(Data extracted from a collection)
[Start of section]

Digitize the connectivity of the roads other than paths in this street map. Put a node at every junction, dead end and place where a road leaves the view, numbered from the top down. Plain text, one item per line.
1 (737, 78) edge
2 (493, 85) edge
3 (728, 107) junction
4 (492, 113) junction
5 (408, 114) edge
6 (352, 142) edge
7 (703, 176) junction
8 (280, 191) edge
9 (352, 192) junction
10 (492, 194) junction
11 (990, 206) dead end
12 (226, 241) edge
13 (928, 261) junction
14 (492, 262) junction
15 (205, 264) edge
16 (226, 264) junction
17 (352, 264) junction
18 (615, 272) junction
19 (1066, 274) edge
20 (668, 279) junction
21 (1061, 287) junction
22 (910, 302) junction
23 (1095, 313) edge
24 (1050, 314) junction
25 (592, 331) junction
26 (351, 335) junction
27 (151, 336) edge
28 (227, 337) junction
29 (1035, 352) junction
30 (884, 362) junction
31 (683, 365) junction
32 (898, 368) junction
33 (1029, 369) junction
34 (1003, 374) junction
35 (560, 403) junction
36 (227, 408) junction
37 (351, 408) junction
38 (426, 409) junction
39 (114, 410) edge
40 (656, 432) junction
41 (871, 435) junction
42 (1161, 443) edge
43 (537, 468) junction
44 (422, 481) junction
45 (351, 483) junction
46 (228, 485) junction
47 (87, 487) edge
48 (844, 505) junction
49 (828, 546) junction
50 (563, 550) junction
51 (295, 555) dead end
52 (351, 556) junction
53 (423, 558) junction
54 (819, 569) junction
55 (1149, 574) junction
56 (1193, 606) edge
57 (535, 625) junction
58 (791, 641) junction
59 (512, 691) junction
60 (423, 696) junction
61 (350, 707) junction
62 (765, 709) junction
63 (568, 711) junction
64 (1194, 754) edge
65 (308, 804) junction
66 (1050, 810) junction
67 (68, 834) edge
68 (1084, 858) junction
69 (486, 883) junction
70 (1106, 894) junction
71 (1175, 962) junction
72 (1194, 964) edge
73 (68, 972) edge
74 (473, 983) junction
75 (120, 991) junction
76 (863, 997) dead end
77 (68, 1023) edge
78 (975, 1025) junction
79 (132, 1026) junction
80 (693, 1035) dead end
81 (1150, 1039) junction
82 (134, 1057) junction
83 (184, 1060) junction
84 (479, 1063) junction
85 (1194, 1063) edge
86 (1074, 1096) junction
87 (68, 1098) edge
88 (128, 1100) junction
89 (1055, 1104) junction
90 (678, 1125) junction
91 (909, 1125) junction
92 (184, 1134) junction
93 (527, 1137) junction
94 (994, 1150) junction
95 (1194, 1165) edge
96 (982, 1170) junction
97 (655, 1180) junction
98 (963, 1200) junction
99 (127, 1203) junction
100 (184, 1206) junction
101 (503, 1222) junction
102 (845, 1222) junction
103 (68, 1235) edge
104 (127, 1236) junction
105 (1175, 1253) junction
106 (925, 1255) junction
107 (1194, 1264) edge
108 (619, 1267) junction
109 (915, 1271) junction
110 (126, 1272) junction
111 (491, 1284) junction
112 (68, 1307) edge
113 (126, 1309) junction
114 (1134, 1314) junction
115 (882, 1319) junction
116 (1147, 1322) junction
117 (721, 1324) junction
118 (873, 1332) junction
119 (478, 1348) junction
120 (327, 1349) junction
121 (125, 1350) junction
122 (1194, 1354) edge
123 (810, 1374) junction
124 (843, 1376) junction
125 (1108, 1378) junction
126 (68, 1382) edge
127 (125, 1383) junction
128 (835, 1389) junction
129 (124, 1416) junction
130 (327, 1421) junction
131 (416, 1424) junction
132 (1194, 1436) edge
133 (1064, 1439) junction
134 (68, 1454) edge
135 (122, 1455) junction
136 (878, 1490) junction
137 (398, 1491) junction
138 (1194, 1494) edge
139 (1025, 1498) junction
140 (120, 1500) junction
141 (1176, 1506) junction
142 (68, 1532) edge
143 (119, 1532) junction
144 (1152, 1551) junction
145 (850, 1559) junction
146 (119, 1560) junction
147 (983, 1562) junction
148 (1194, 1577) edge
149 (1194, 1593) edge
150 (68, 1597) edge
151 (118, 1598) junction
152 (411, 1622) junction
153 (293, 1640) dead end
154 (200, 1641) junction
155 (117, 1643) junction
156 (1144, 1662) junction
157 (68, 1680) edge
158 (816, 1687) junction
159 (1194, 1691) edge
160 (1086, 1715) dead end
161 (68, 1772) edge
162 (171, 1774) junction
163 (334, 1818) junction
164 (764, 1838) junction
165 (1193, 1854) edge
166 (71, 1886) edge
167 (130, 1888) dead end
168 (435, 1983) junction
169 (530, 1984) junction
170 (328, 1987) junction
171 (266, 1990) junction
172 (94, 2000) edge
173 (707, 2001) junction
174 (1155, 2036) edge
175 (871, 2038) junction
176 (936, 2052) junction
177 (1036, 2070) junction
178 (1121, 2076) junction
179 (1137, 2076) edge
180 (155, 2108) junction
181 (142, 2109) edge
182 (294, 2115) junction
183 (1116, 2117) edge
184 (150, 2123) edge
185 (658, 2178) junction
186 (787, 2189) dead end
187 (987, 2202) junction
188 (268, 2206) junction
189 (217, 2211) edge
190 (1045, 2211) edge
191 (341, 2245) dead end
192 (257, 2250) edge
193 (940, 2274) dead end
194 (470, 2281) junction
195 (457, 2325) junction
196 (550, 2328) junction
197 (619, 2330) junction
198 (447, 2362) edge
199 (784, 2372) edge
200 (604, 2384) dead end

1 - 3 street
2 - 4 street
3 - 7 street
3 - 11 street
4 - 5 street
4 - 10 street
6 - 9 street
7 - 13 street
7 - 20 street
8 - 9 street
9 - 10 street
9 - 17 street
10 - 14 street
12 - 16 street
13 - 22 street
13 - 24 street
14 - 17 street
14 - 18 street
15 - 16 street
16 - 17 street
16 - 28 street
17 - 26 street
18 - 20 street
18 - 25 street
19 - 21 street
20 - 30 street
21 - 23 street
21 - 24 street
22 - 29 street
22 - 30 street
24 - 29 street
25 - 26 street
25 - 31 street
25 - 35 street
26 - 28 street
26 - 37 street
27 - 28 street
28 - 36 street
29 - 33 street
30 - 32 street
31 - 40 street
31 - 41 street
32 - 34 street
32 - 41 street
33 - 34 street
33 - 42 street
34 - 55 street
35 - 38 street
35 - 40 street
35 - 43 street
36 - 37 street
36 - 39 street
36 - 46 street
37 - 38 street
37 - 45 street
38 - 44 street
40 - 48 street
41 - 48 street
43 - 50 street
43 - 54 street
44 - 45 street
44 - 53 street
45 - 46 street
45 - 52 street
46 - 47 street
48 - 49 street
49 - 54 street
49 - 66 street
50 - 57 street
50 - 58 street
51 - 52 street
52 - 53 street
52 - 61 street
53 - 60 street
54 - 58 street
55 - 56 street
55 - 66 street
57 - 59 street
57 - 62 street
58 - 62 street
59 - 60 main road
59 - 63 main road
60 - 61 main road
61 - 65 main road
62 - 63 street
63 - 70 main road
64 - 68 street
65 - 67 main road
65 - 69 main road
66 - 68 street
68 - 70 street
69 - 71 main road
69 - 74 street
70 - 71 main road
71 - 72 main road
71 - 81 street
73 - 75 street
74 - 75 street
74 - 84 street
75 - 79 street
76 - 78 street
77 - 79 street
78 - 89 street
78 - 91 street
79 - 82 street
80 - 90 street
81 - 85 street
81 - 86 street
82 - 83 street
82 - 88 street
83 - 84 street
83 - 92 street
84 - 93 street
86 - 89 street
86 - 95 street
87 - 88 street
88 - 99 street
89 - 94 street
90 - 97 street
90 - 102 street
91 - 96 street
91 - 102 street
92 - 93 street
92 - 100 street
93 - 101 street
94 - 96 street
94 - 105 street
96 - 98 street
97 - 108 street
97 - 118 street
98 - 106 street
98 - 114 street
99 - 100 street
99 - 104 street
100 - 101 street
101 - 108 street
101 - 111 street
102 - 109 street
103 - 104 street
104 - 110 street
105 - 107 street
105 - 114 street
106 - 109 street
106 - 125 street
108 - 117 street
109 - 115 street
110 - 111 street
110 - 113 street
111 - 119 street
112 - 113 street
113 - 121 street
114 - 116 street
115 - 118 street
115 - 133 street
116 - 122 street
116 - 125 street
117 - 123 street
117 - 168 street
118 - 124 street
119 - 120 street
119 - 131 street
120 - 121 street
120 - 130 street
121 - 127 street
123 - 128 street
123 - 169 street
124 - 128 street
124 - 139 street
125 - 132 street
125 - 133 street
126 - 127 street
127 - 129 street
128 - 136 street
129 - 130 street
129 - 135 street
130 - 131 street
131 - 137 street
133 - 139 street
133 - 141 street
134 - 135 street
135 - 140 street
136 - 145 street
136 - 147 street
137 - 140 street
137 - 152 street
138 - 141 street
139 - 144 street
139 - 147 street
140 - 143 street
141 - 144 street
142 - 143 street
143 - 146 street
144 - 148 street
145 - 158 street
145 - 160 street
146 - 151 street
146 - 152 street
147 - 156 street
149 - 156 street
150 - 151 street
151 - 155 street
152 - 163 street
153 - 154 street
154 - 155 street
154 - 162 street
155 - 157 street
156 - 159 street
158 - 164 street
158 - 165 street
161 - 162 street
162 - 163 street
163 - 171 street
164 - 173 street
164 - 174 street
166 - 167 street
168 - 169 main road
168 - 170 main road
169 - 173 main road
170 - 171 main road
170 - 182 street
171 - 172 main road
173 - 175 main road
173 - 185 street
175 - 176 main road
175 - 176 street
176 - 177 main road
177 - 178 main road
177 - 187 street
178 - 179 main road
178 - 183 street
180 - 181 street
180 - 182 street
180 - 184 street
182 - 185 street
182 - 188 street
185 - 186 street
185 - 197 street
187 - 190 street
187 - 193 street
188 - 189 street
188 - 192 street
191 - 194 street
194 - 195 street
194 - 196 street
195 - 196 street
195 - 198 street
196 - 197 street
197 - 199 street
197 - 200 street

[End of section]

▸ WHAT THE EXERCISE ASKS
Note every line of the entries in which "dead" appears, and copy it down.

▸ RESULT OF THIS EXERCISE
Digitize the connectivity of the roads other than paths in this street map. Put a node at every junction, dead end and place where a road leaves the view, numbered from the top down. Plain text, one item per line.
11 (990, 206) dead end
51 (295, 555) dead end
76 (863, 997) dead end
80 (693, 1035) dead end
153 (293, 1640) dead end
160 (1086, 1715) dead end
167 (130, 1888) dead end
186 (787, 2189) dead end
191 (341, 2245) dead end
193 (940, 2274) dead end
200 (604, 2384) dead end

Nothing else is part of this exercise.